Trying something a little different here, comments welcome - am keeping my eyes open for an outlet where I might be able to publish this/later work..
It has been a few weeks now since I moved here - to Oslo, to Tøyen. At the grocery store (the larger option in the neighborhood boasting lower prices) the woman in line in front of me wears a burqa. It is a common sight here and I am getting used to it, but I cannot help myself from wondering about her. Where is she from, how long has she been in Norway, does she speak the language, what will she be making for dinner? The differences between us seem accentuated by this one, highly symbolic piece of clothing. We leave the store with our bags and walk in the same direction for a bit, until she turns down a street consistently peppered with various others donning hijab and headscarves. I continue to my own rented apartment.
At my front door, I greet my neighbor on his way out but still in his business-casual dress from the workday. Our building is an old one - solid, possessing character. The apartments inside have been recently renovated to achieve a clean and modern look - energy saving appliances and all. When I take out the trash in the evenings, I must unlock a massive gate leading to the courtyard - a modestly sized space with potted plants and views to greener neighboring lawns. A small table and some potted plants render asphalt plot as cozy. From this space I have coffee and waffles and watch more neighbors come and go. I cannot but acknowledge that we are all the same - young professionals seeking reasonable rent and comfortable rooms. There are no burqas or bright headscarves in my building.
I remember back to the realtor's showing of my apartment. We had arrived a little late and there was a room full of visitors who were just leaving. My boyfriend was the only native Norwegian entering a room that well displayed the diversity that the city of Oslo hosts. Tøyen after all, is known for being multicultural - and for having cheap rent compared to similarly central neighborhoods. The well dressed realtor did little to hide his eagerness to speak to us, and it was shortly after the door closed on the last other visitor that we were informally offered the apartment. This approach was not overly surprising - we had sensed similar interest at previous showings and had already turned down one apartment despite the tight market. It seemed to follow as we are a clean, polite young couple with good educations, a steady income, and the added benefit of northern European genes.
A week after accepting the apartment we read in the local newspaper that young adults from minority backgrounds and students are having excessive difficulties in the rental market. I think back to our visits to other apartments and realize that our demographic is the competition in this market. Not yet established enough to buy, still saving and unwilling to spend too much on rent thereby drawn into neighborhoods characterized by increasing disparity and change. I think again of the woman in the burqa and my architect's mind is drawn to the long block of lesser kept modernist housing where she turned. Those blocks have few balconies and no coutyards - that era of Oslo housing in these parts focused on function - quantity over quality. I do not know how big or light her apartment is, or when it was last renovated. It is certain that, unlike the pattern of residents found in my building, those of neighboring buildings are not all the same. Only a few blocks separate us, we are one community yet we share little beyond the sidewalks and buried infrastructure.

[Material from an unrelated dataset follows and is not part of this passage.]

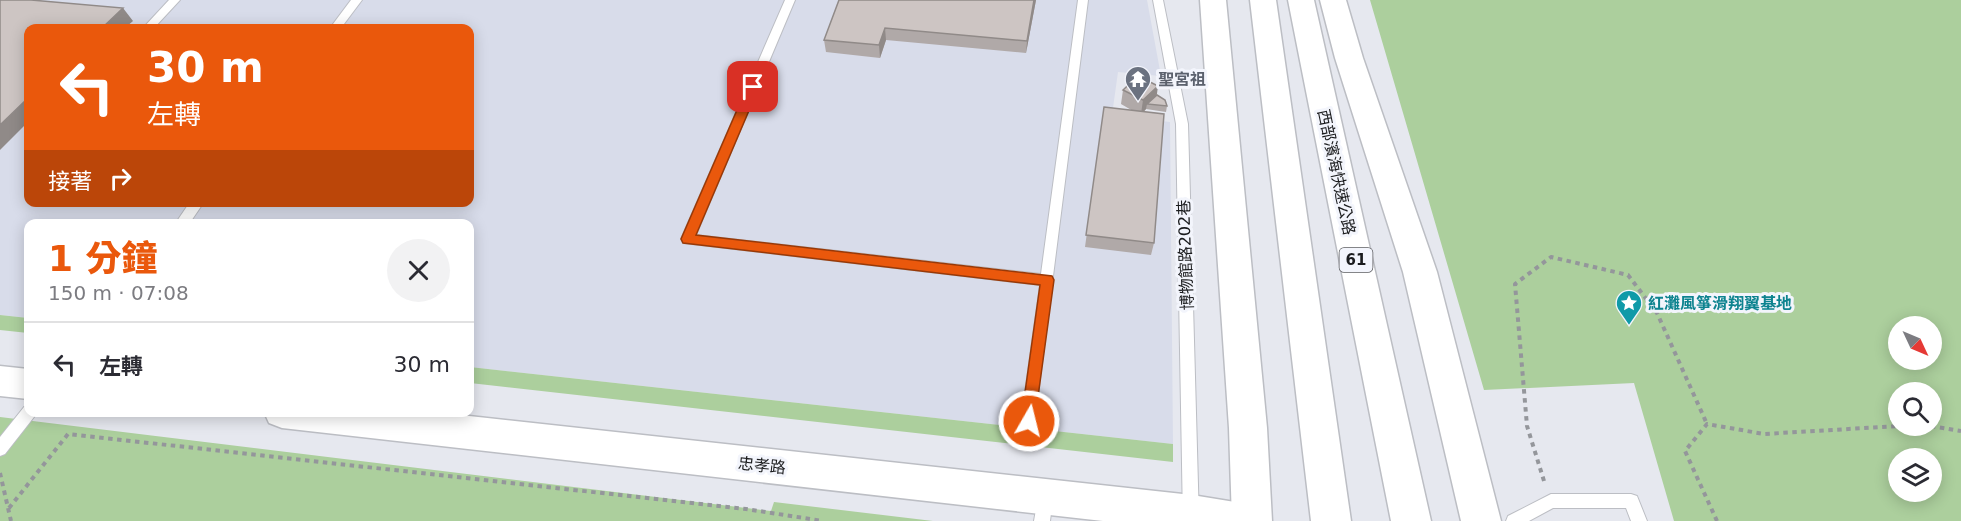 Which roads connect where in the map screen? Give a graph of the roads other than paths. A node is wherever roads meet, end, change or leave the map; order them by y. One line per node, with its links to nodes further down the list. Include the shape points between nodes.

Going back to the gate on my building's courtyard, I wonder why it is locked. Why are other members of the community invited to share 'our' communal space? I walk down local streets where the only trees and greenery to be glimpsed is tucked behind other buildings, locked within large gates, buried in courtyards. While I appreciate that my back window has a view of some trees, I fear that it is unfair to the rest of the community. Some others have no yards by their homes; others have more beautiful ones than mine. I pay more and more attention to the individual people in my community and I wonder just how different are our parallel and adjacent lives.
Mostly, I am quiet in public though I make a point of smiling to the people I pass on my street. At our subway stop, diverse visitors and tourists often ask me for directions - I respond to them as best I can. In stores, I greet shopkeepers and rehearse well practiced phrases hoping not to be caught off-guard with questions outside of the routine. Even though I too, am shut out of the locked courtyards in the district of Gamle Oslo, I feel somehow integrated into this disconnected community. By all outside appearances having fair skin and blue eyes I am typically mistaken for Norwegian, but - as is revealed by the color of my passport and my difficulty pronouncing ø, æ, and å's in conversation - in actuality, I am just another immigrant here.
1 comment:
Hi Melissa,
Just read your story and enjoyed every word. So happy for you that you have a nice man in your life. We moved to Lincoln, Nebraska from Florida in April to be nearer to our daughters. So far, so good; we are very happy with the people and our surroundings.
I am keeping this short because the last time I wrote I was unable to get my long story off to you. Hoping I can this time.